Background: Approximately 780 million people do not have access to safe or affordable drinking water worldwide. Improved access to safe drinking water is defined as water located within 1 km from the household and must contain at least 20 liters daily for each member per household. Unfortunately, there are many populations worldwide that continue to have poor or limited access to water.
Objectives: To date, an autoethnographic viewpoint on poor access to water does not exist; therefore, I sought to experience what poor access to water means for millions of water gatherers worldwide. This study took place in Narok, Kenya.
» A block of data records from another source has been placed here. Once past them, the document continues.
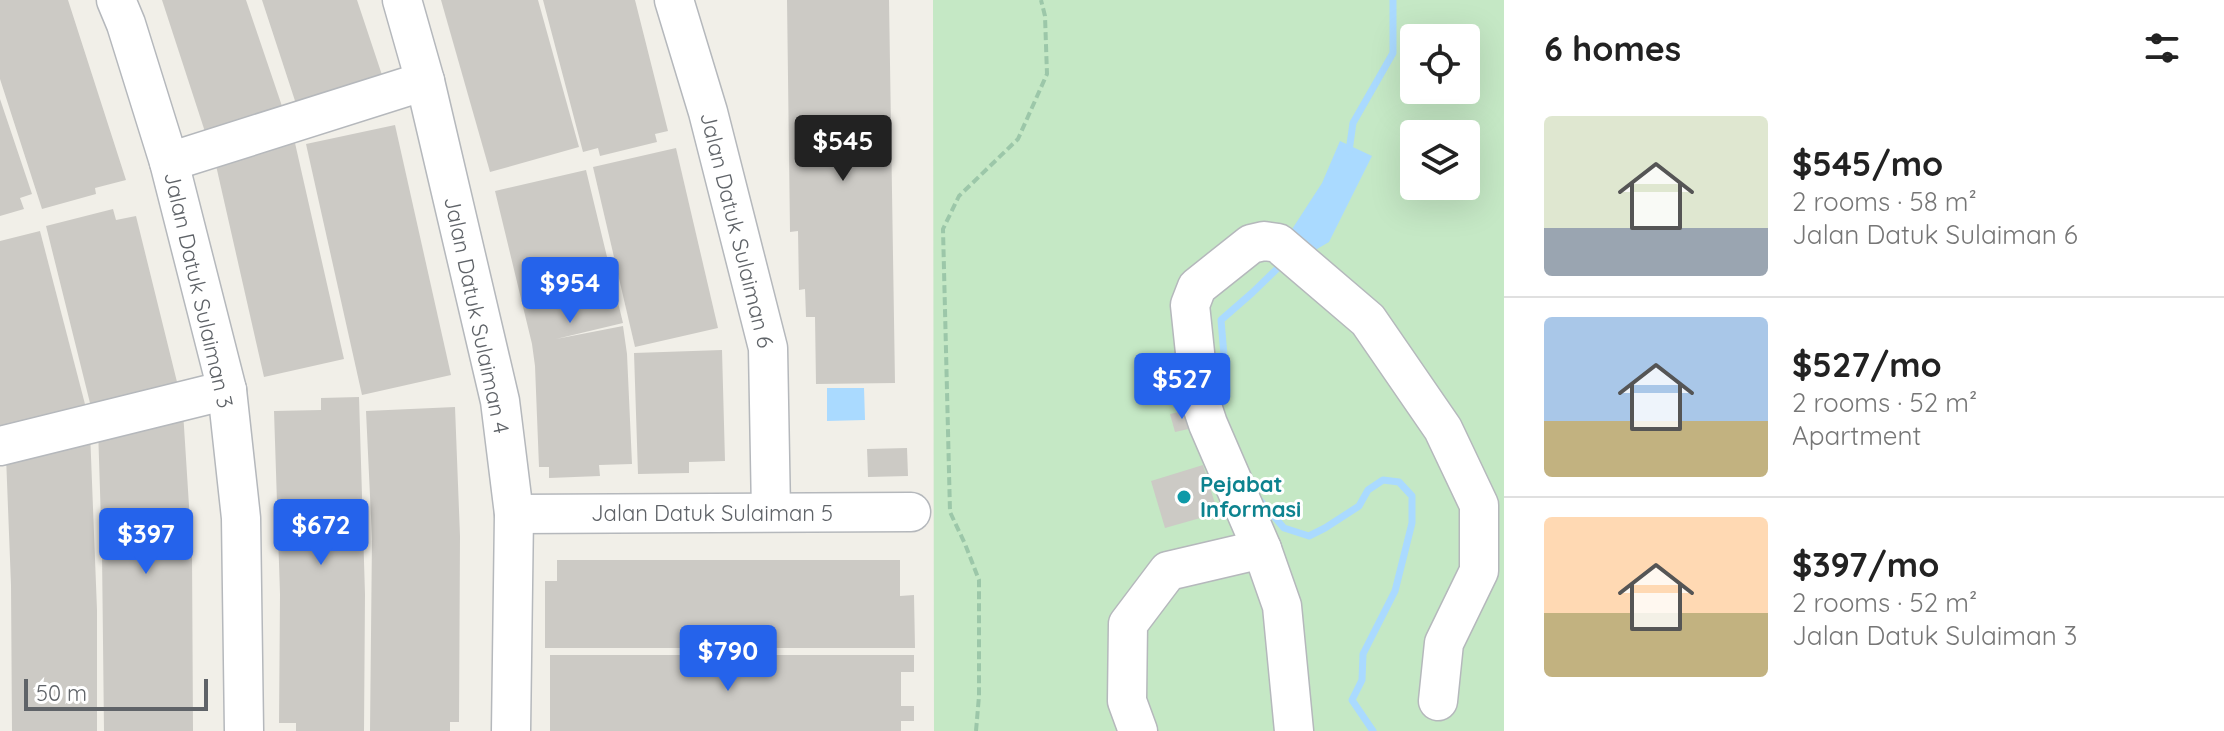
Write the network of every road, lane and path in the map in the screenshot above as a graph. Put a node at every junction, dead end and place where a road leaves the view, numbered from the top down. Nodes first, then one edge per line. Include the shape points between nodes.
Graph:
1 (116, 0) edge
2 (402, 0) edge
3 (674, 0) edge
4 (1041, 0) edge
5 (425, 81) junction
6 (169, 162) junction
7 (227, 390) junction
8 (0, 446) edge
9 (771, 512) junction
10 (911, 512) dead end
11 (514, 514) junction
12 (1262, 549) junction
13 (1438, 701) dead end
14 (244, 731) edge
15 (511, 731) edge
16 (976, 731) edge
17 (1138, 731) edge
18 (1294, 731) edge

1 - 6 street, Jalan Datuk Sulaiman 3
2 - 5 street, Jalan Datuk Sulaiman 4
3 - 9 street, Jalan Datuk Sulaiman 6 via 768,348
4 - 16 path via 1047,74 1018,139 959,196 943,229 950,512 979,580
5 - 6 street
5 - 11 street, Jalan Datuk Sulaiman 4 via 500,401
6 - 7 street, Jalan Datuk Sulaiman 3
7 - 8 street
7 - 14 street, Jalan Datuk Sulaiman 3 via 241,518
9 - 10 street, Jalan Datuk Sulaiman 5
9 - 11 street, Jalan Datuk Sulaiman 5
11 - 15 street, Jalan Datuk Sulaiman 4
12 - 13 street via 1200,400 1190,305 1197,287 1251,244 1264,241 1288,251 1368,320 1443,429 1479,505 1479,571 1444,643
12 - 17 street via 1168,571 1128,624 1127,701
12 - 18 street via 1282,606

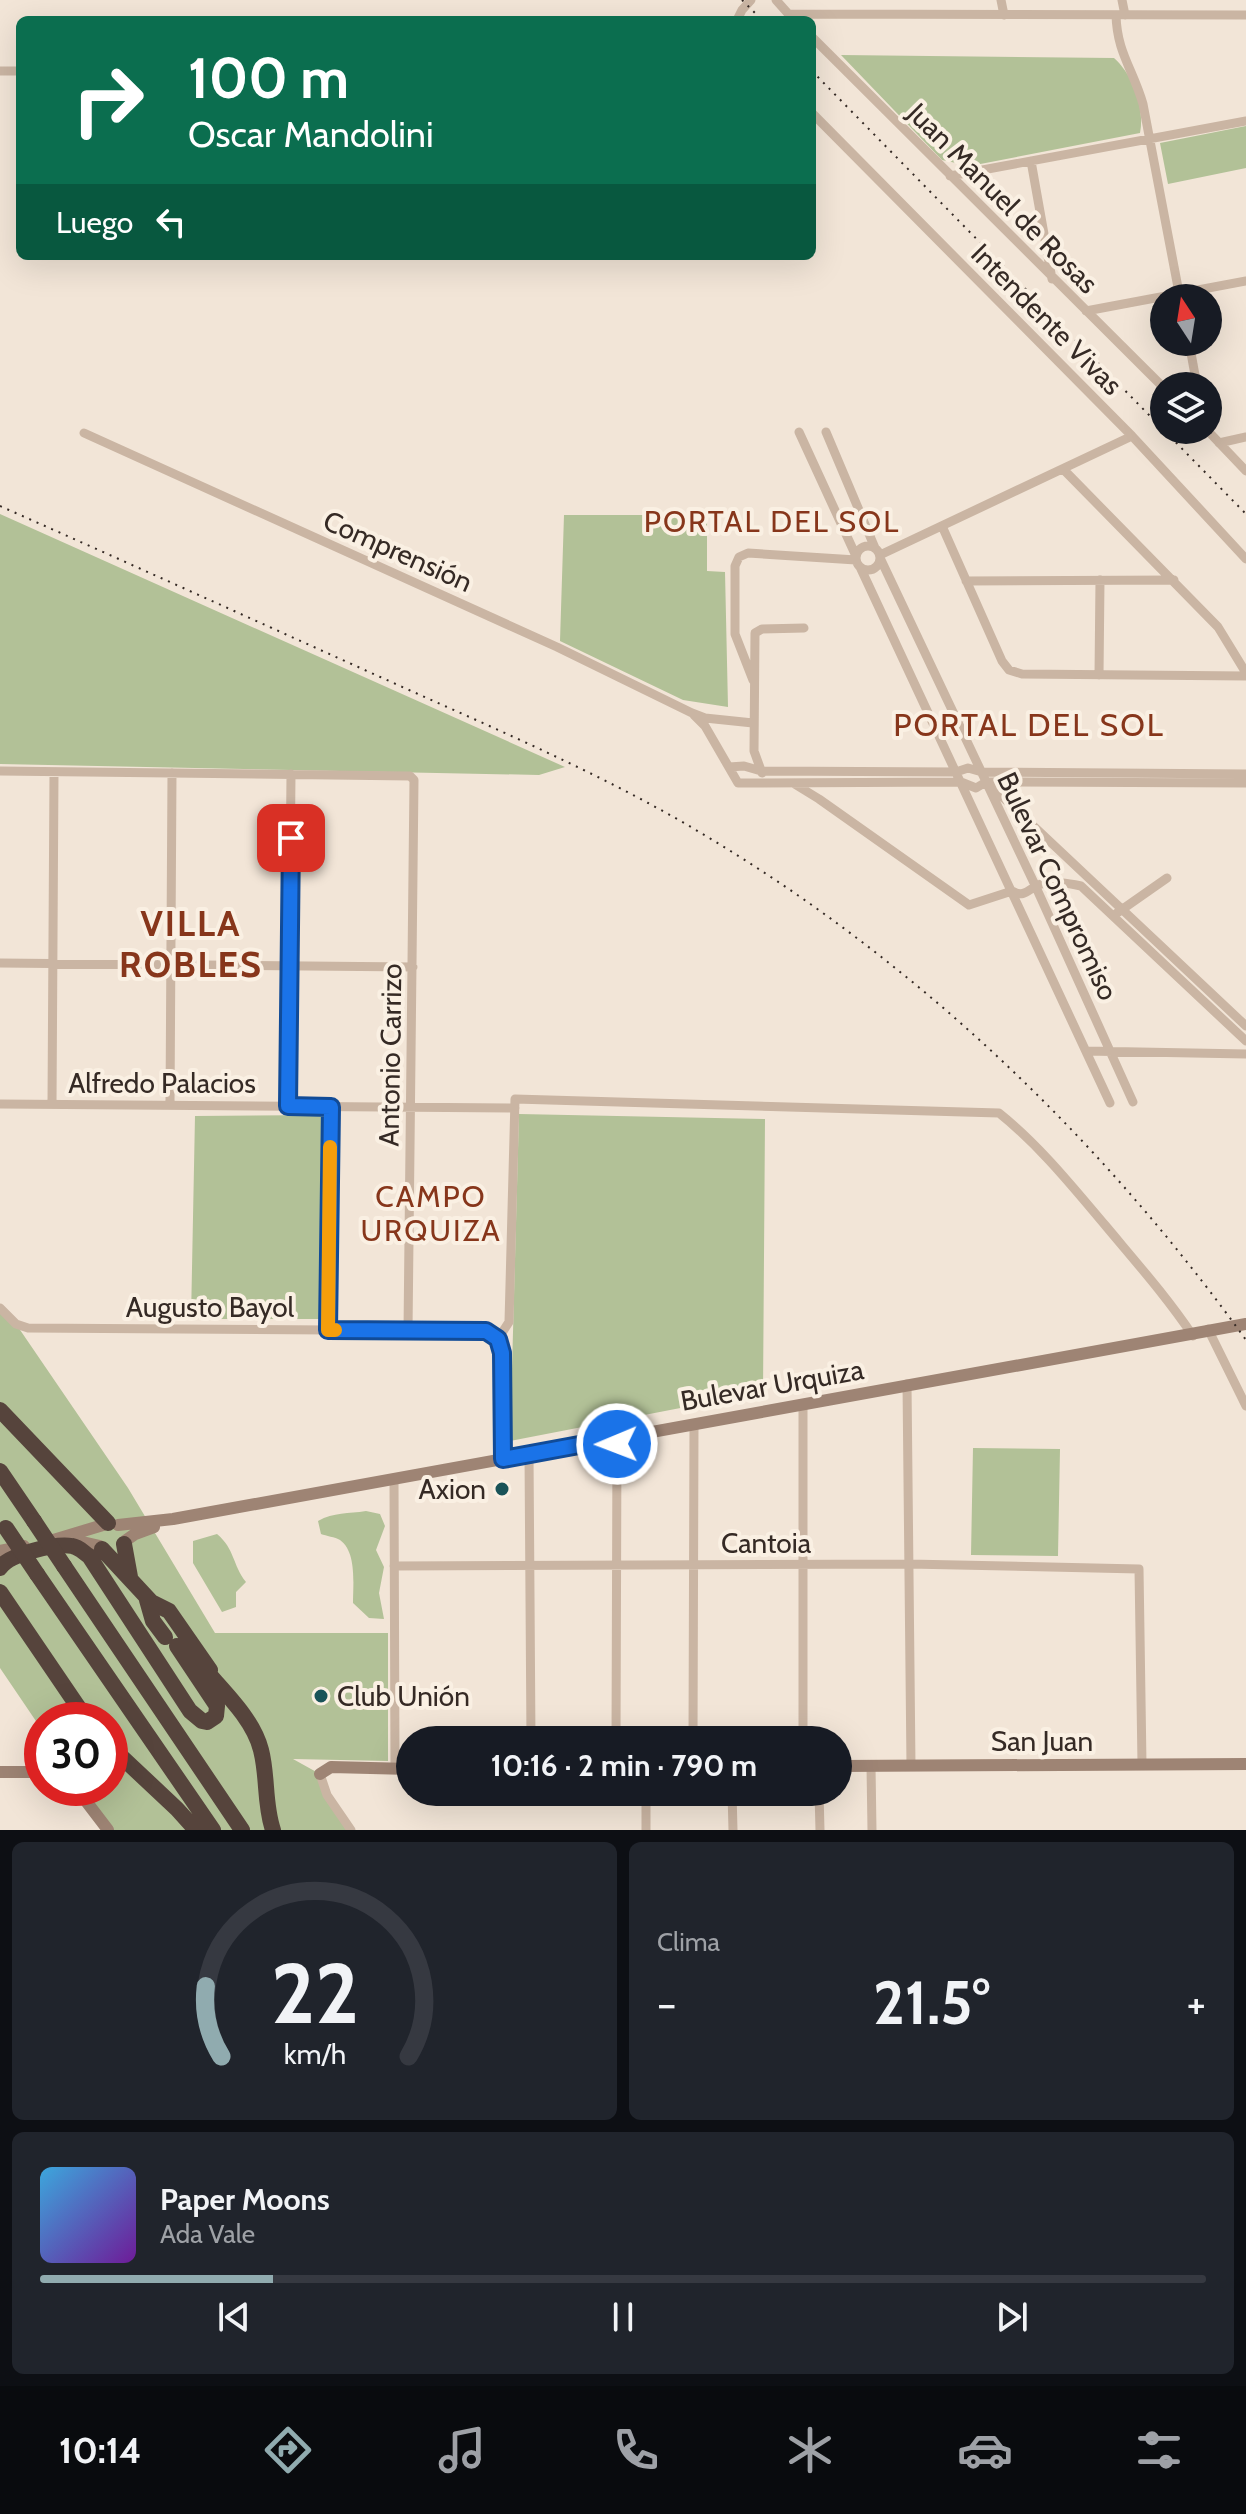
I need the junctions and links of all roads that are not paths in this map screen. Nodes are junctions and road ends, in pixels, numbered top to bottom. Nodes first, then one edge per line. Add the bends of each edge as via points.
1 (751, 0) edge
2 (776, 0) edge
3 (1001, 0) edge
4 (1122, 0) edge
5 (1004, 15) junction
6 (1120, 15) junction
7 (1246, 15) edge
8 (739, 16) edge
9 (791, 16) edge
10 (816, 17) edge
11 (816, 41) edge
12 (816, 117) edge
13 (1246, 121) edge
14 (1149, 139) junction
15 (1031, 161) junction
16 (950, 176) junction
17 (1052, 279) junction
18 (1246, 281) edge
19 (1178, 284) edge
20 (1222, 286) edge
21 (1150, 301) edge
22 (1086, 311) junction
23 (1150, 374) edge
24 (799, 432) dead end
25 (826, 432) dead end
26 (84, 433) dead end
27 (1132, 436) junction
28 (1246, 437) edge
29 (1222, 442) edge
30 (1220, 444) edge
31 (1063, 469) junction
32 (1246, 471) edge
33 (942, 526) junction
34 (879, 554) junction
35 (1246, 559) edge
36 (857, 562) junction
37 (1100, 580) junction
38 (1174, 580) junction
39 (966, 581) junction
40 (804, 628) dead end
41 (1246, 674) edge
42 (1099, 675) junction
43 (753, 680) junction
44 (692, 713) junction
45 (753, 723) junction
46 (729, 767) junction
47 (0, 771) edge
48 (761, 771) junction
49 (54, 772) junction
50 (172, 773) junction
51 (291, 774) junction
52 (1246, 774) edge
53 (959, 777) junction
54 (984, 777) junction
55 (770, 782) junction
56 (790, 782) junction
57 (1246, 783) edge
58 (1167, 878) dead end
59 (1035, 885) junction
60 (1012, 891) junction
61 (1123, 909) junction
62 (1112, 916) junction
63 (0, 963) edge
64 (53, 964) junction
65 (171, 965) junction
66 (289, 966) junction
67 (413, 967) junction
68 (1246, 1026) edge
69 (1244, 1039) edge
70 (1086, 1051) junction
71 (1110, 1053) junction
72 (1246, 1054) edge
73 (1133, 1102) dead end
74 (1110, 1103) dead end
75 (0, 1104) edge
76 (52, 1104) junction
77 (515, 1104) junction
78 (170, 1105) junction
79 (288, 1106) junction
80 (331, 1107) junction
81 (412, 1108) junction
82 (0, 1308) edge
83 (1246, 1324) edge
84 (328, 1330) junction
85 (1246, 1330) edge
86 (408, 1331) junction
87 (1210, 1332) junction
88 (1193, 1335) junction
89 (498, 1339) junction
90 (907, 1388) junction
91 (1246, 1406) edge
92 (803, 1407) junction
93 (0, 1410) edge
94 (694, 1427) junction
95 (617, 1441) junction
96 (529, 1457) junction
97 (502, 1462) junction
98 (0, 1471) edge
99 (394, 1482) junction
100 (3, 1524) edge
101 (110, 1524) junction
102 (61, 1539) junction
103 (124, 1543) junction
104 (101, 1548) junction
105 (0, 1551) edge
106 (909, 1564) junction
107 (616, 1565) junction
108 (693, 1565) junction
109 (803, 1565) junction
110 (394, 1566) junction
111 (530, 1566) junction
112 (0, 1568) edge
113 (132, 1582) junction
114 (0, 1592) edge
115 (147, 1600) junction
116 (215, 1690) junction
117 (75, 1702) edge
118 (531, 1726) edge
119 (616, 1726) edge
120 (693, 1726) edge
121 (803, 1726) edge
122 (128, 1763) edge
123 (1142, 1764) junction
124 (1246, 1764) edge
125 (852, 1766) edge
126 (871, 1766) junction
127 (911, 1766) junction
128 (395, 1769) joint
129 (0, 1772) edge
130 (24, 1772) edge
131 (320, 1774) joint
132 (90, 1806) edge
133 (646, 1806) edge
134 (732, 1806) edge
135 (819, 1806) edge
136 (108, 1830) edge
137 (196, 1830) edge
138 (213, 1830) edge
139 (242, 1830) edge
140 (273, 1830) edge
141 (351, 1830) edge
142 (646, 1830) edge
143 (733, 1830) edge
144 (820, 1830) edge
145 (872, 1830) edge

1 - 8 street
2 - 9 street
3 - 5 street
4 - 6 street
5 - 6 street
5 - 10 street
6 - 7 street
6 - 14 street via 1120,50 1136,79
11 - 16 street, Juan Manuel de Rosas
12 - 27 street, Intendente Vivas
13 - 14 street
14 - 15 street
14 - 19 street
15 - 16 street
15 - 17 street
16 - 17 street, Juan Manuel de Rosas
17 - 22 street, Juan Manuel de Rosas
18 - 20 street
21 - 22 street
22 - 23 street, Juan Manuel de Rosas
24 - 36 street, Bulevar Compromiso
25 - 34 street, Bulevar Compromiso
26 - 44 street, Comprensión
27 - 31 street
27 - 35 street, Intendente Vivas
28 - 29 street
30 - 32 street
31 - 33 street
31 - 38 street
33 - 34 street
33 - 39 street
34 - 36 street via 863,547
34 - 36 street via 873,570
34 - 54 street, Bulevar Compromiso
36 - 43 street via 748,553 739,557 735,634
36 - 53 street, Bulevar Compromiso
37 - 38 street
37 - 39 street
37 - 42 street
38 - 41 street via 1218,627
39 - 42 street via 1009,670
40 - 43 street via 755,633
41 - 42 street
43 - 45 street
44 - 45 street, Comprensión
44 - 46 street, Comprensión
45 - 48 street
46 - 48 street
46 - 55 street via 738,783
47 - 49 street
48 - 53 street
48 - 55 street
49 - 50 street
49 - 64 street
50 - 51 street
50 - 65 street
51 - 66 street
51 - 67 street, Antonio Carrizo via 414,780
52 - 54 street
53 - 54 street via 968,768
53 - 54 street via 976,788
53 - 56 street
53 - 60 street, Bulevar Compromiso
54 - 57 street
54 - 59 street, Bulevar Compromiso
54 - 61 street
55 - 56 street
56 - 60 street via 969,905
58 - 61 street
59 - 60 street via 1026,894
59 - 62 street via 1081,886
59 - 71 street, Bulevar Compromiso
60 - 70 street, Bulevar Compromiso
61 - 62 street
61 - 68 street
62 - 69 street
63 - 64 street
64 - 65 street
64 - 76 street
65 - 66 street
65 - 78 street
66 - 67 street
66 - 79 street
67 - 81 street, Antonio Carrizo
68 - 69 street
70 - 71 street
70 - 74 street, Bulevar Compromiso
71 - 72 street
71 - 73 street, Bulevar Compromiso
75 - 76 street, Alfredo Palacios
76 - 78 street, Alfredo Palacios
77 - 81 street, Alfredo Palacios
77 - 88 street, Alfredo Palacios via 999,1113 1080,1196
77 - 89 street via 509,1322
78 - 79 street, Alfredo Palacios
79 - 80 street, Alfredo Palacios
80 - 81 street, Alfredo Palacios
80 - 84 street
81 - 86 street, Antonio Carrizo
82 - 84 street, Augusto Bayol via 28,1328
83 - 87 main road, Bulevar Urquiza
84 - 86 street, Augusto Bayol
85 - 87 main road, Bulevar Urquiza
86 - 89 street, Augusto Bayol via 486,1331
87 - 88 main road, Bulevar Urquiza
87 - 91 street
88 - 90 main road, Bulevar Urquiza
89 - 97 street
90 - 92 main road, Bulevar Urquiza
90 - 106 street
92 - 94 main road, Bulevar Urquiza
92 - 109 street
93 - 101 highway
94 - 95 main road, Bulevar Urquiza
94 - 108 street
95 - 96 main road, Bulevar Urquiza
95 - 107 street
96 - 97 main road, Bulevar Urquiza
96 - 111 street
97 - 99 main road, Bulevar Urquiza
98 - 139 highway, bridge
99 - 101 main road, Bulevar Urquiza via 173,1519
99 - 103 main road, Bulevar Urquiza via 147,1528
99 - 110 street
100 - 138 highway, bridge
101 - 102 main road, Bulevar Urquiza
101 - 103 main road via 125,1532
101 - 104 main road via 97,1533
102 - 104 main road, Bulevar Urquiza
102 - 105 main road, Bulevar Urquiza
103 - 104 main road via 114,1551
103 - 113 highway
104 - 113 highway
106 - 109 street, Cantoia
106 - 123 street, Cantoia via 1139,1569
106 - 127 street
107 - 108 street, Cantoia
107 - 111 street, Cantoia
107 - 119 street
108 - 109 street, Cantoia
108 - 120 street
109 - 121 street
110 - 111 street, Cantoia
110 - 128 street
111 - 118 street
112 - 116 highway via 12,1556 62,1546 79,1548 198,1719 207,1722 216,1716
113 - 115 highway
114 - 117 highway
115 - 116 highway via 164,1615 173,1640
115 - 116 highway via 169,1611
116 - 140 highway via 247,1721 261,1748
122 - 137 highway
123 - 124 main road, San Juan
123 - 127 main road, San Juan
125 - 126 main road, San Juan
126 - 127 main road, San Juan
126 - 145 street
128 - 131 main road via 331,1767
129 - 130 main road
131 - 141 street via 327,1795
132 - 136 main road
133 - 142 street
134 - 143 street
135 - 144 street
Discussion: The demanding part of gathering water is the weight. The weight of the tribal beads strewn across my head and neck was close to 5 pounds, which was added to the weight of my 5-months-pregnant body. Next, the weight of the water in a 10 liter jerrycan was added; the jug was supported by straps around my forehead and settled into the hollow of my lower back—another approximately 20 lbs. I glanced at the sun and felt the dry Africa heat penetrating my skin under the heavy native clothing. My exposed skin had already accumulated small beads of sweat even before I began moving. And then, I walked. Each step required concentration and effort to disregard the unfamiliar pain that reverberated throughout my body from the unaccustomed weight.
Conclusions: Water gathering transport times and the associated physical exertion need to be moved to the forefront of problems associated with poor access to quality water. Ultimately, because women are subjected to a vast array of problems during water gathering, it is essential to continue implementing water interventions to help relieve individuals from the associated consequences.